Le yaourt, donc. Nous étions à table. Maman était partie je ne sais où. Mamy attendait avec impatience qu’elle revînt pour manger son yaourt. Elle ne peut pas manger seule, peinant à soulever les bras. Elle est également aveugle. Je lui propose de l’aider en lui indiquant que je n’ai jamais donné à manger à personne et qu’elle ne m’en voudra pas si je m’acquitte maladroitement de cette tâche. Elle acquiesce avec grand enthousiasme. Je m’assois près d’elle. J’ouvre le yaourt, prends une petite cuiller, la remplis et l’approche de son visage.
Mamy ne voit pas la cuiller arriver. Moi, je peine à viser la bouche.

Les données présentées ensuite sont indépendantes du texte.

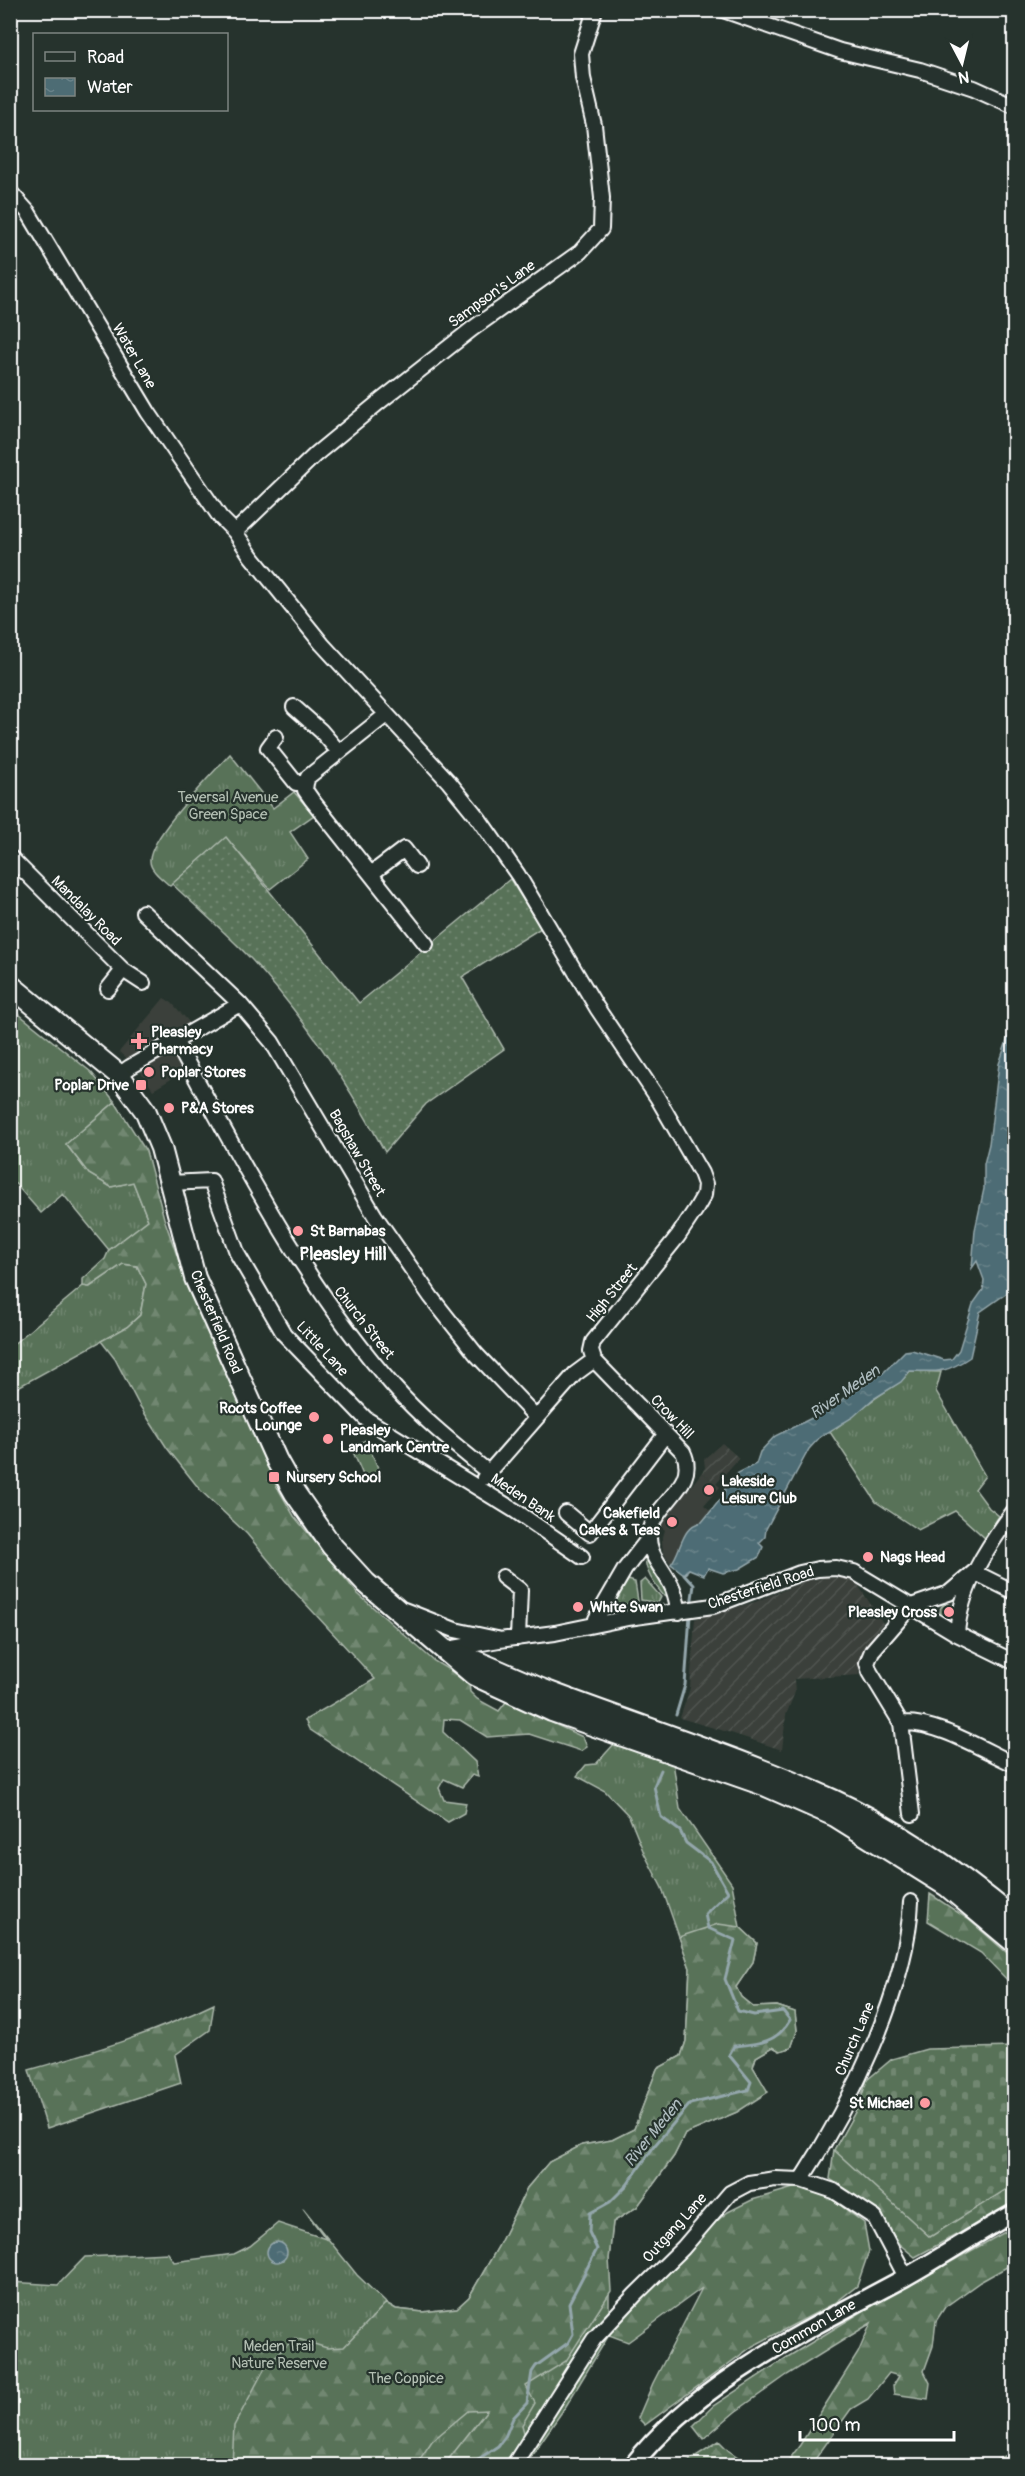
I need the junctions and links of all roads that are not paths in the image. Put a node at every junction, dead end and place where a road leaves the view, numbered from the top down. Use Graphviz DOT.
graph roads {
  1 [pos="595,10"];
  2 [pos="723,10"];
  3 [pos="1014,106"];
  4 [pos="10,192"];
  5 [pos="235,532"];
  6 [pos="294,707"];
  7 [pos="386,715"];
  8 [pos="276,737"];
  9 [pos="339,752"];
  10 [pos="306,783"];
  11 [pos="10,857"];
  12 [pos="417,866"];
  13 [pos="371,874"];
  14 [pos="143,912"];
  15 [pos="426,944"];
  16 [pos="123,970"];
  17 [pos="143,983"];
  18 [pos="10,985"];
  19 [pos="108,989"];
  20 [pos="240,1004"];
  21 [pos="177,1042"];
  22 [pos="119,1075"];
  23 [pos="170,1183"];
  24 [pos="704,1195"];
  25 [pos="594,1360"];
  26 [pos="536,1417"];
  27 [pos="665,1435"];
  28 [pos="488,1472"];
  29 [pos="477,1487"];
  30 [pos="1014,1511"];
  31 [pos="566,1513"];
  32 [pos="649,1538"];
  33 [pos="582,1557"];
  34 [pos="974,1572"];
  35 [pos="503,1577"];
  36 [pos="1014,1592"];
  37 [pos="392,1606"];
  38 [pos="910,1606"];
  39 [pos="681,1611"];
  40 [pos="597,1624"];
  41 [pos="957,1634"];
  42 [pos="518,1638"];
  43 [pos="499,1640"];
  44 [pos="446,1650"];
  45 [pos="1014,1662"];
  46 [pos="901,1723"];
  47 [pos="1014,1764"];
  48 [pos="912,1814"];
  49 [pos="910,1902"];
  50 [pos="1014,1919"];
  51 [pos="1014,1942"];
  52 [pos="801,2180"];
  53 [pos="1014,2213"];
  54 [pos="906,2277"];
  55 [pos="513,2466"];
  56 [pos="632,2466"];
  1 -- 5 [label="street, Sampson's Lane"];
  2 -- 3 [label="street"];
  4 -- 5 [label="street, Water Lane"];
  5 -- 7 [label="street, Water Lane"];
  6 -- 9 [label="street"];
  7 -- 9 [label="street"];
  7 -- 24 [label="street, Water Lane"];
  8 -- 10 [label="street"];
  9 -- 10 [label="street"];
  10 -- 13 [label="street"];
  11 -- 16 [label="street, Mandalay Road"];
  12 -- 13 [label="street"];
  13 -- 15 [label="street"];
  14 -- 20 [label="street, Bagshaw Street"];
  16 -- 17 [label="street, Mandalay Road"];
  16 -- 19 [label="street"];
  18 -- 22 [label="highway, Chesterfield Road"];
  20 -- 21 [label="street"];
  20 -- 26 [label="street, Bagshaw Street"];
  21 -- 22 [label="street"];
  21 -- 28 [label="street, Church Street"];
  22 -- 23 [label="highway, Chesterfield Road"];
  23 -- 29 [label="street, Little Lane"];
  23 -- 37 [label="highway, Chesterfield Road"];
  24 -- 25 [label="street, High Street"];
  25 -- 26 [label="street"];
  25 -- 27 [label="street, Crow Hill"];
  26 -- 28 [label="street"];
  27 -- 31 [label="street"];
  27 -- 32 [label="street, Crow Hill"];
  28 -- 29 [label="street"];
  29 -- 33 [label="street, Meden Bank"];
  30 -- 34 [label="street"];
  32 -- 39 [label="street"];
  32 -- 40 [label="street, Crow Hill"];
  34 -- 36 [label="street"];
  34 -- 38 [label="street"];
  34 -- 41 [label="street"];
  35 -- 42 [label="street"];
  37 -- 43 [label="street, Chesterfield Road"];
  37 -- 44 [label="highway, Chesterfield Road"];
  38 -- 39 [label="street, Chesterfield Road"];
  38 -- 41 [label="street, Chesterfield Road"];
  38 -- 46 [label="street"];
  39 -- 40 [label="street, Chesterfield Road"];
  40 -- 42 [label="street, Chesterfield Road"];
  41 -- 45 [label="street, Chesterfield Road"];
  42 -- 43 [label="street, Chesterfield Road"];
  43 -- 44 [label="street, Chesterfield Road"];
  44 -- 50 [label="highway"];
  44 -- 51 [label="highway"];
  46 -- 47 [label="street"];
  46 -- 48 [label="street"];
  49 -- 52 [label="street, Church Lane"];
  52 -- 54 [label="street, Outgang Lane"];
  52 -- 55 [label="street, Outgang Lane"];
  53 -- 54 [label="main road, Common Lane"];
  54 -- 56 [label="main road, Common Lane"];
}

— Mamy, il faut que tu m’aides. Tu me dis quand tu es prête et je vais tâcher de viser juste. Tu sais que je ne vois pas bien…
Elle sait mais n’a jamais considéré cela comme réel. Elle joue néanmoins le jeu.
— Prête !
Ma cuiller fonce dans l’ouverture. Elle bute sur du dur dans un bruit un peu plastique. Son dentier. Mamy baisse légèrement la tête et boulotte le contenu de la cuiller. On se cale ainsi le temps de quelques aller-retour, elle ouvrant bien la bouche en annonçant que je peux y aller, moi bénissant ce dentier qui me dit à l’oreille quand j’y suis. Je ne suis pas pour autant très à l’aise. Donner à manger à ma grand-mère est un geste très émouvant, de cette sorte d’émotion qui remonte si loin dans l’enfance et peut remuer des choses compliquées à gérer. J’essaie d’éviter, en général, ce genre de plongée dans le temps, par couardise, souvent. Mais j’y étais. J’ai plaisanté un peu sur le « retour des choses », sur « si l’on s’était dit un jour que…  » Mes blagues sonnaient faux. Mamy m’a dit qu’elle était contente que je sois là. Et moi donc !
Une aide-soignante est passée. Elle mangeait juste à côté.
— C’est important, ce moment.
Oui, madame, c’est important. Mon émotion est encore vive. Quant à savoir exactement de quelle nature elle est, ce qu’elle me dit… Il va me falloir du temps, pour digérer le yaourt ; autant que les millions de personnes dans la rue ? Je parie plus.

Miam ! @6

BouillotteEn me couchant samedi soir, j’ai eu la désagréable surprise de constater que ma bouillotte avait « percé ». Bien qu’emballée dans une serviette de toilette, il y avait une belle marre d’eau à l’endroit où je dors, la couette était également mouillée, ainsi que mon doudou à la lavande (oui, je dors avec un doudou à la lavande et une bouillotte ; je sais, c’est de la gourmandise !)
Elle n’était pourtant pas si vieille, cette bouillotte. Je me souviens très bien l’avoir achetée au début de l’automne en disant à ma pharmacienne que j’en usais une par an. Cinq mois, donc, pour celle-ci. C’est à se demander ce que je fais la nuit avec ma bouillotte… Mon doudou à la lavande pourrait le raconter. Il est d’un naturel peu disert. Dommage.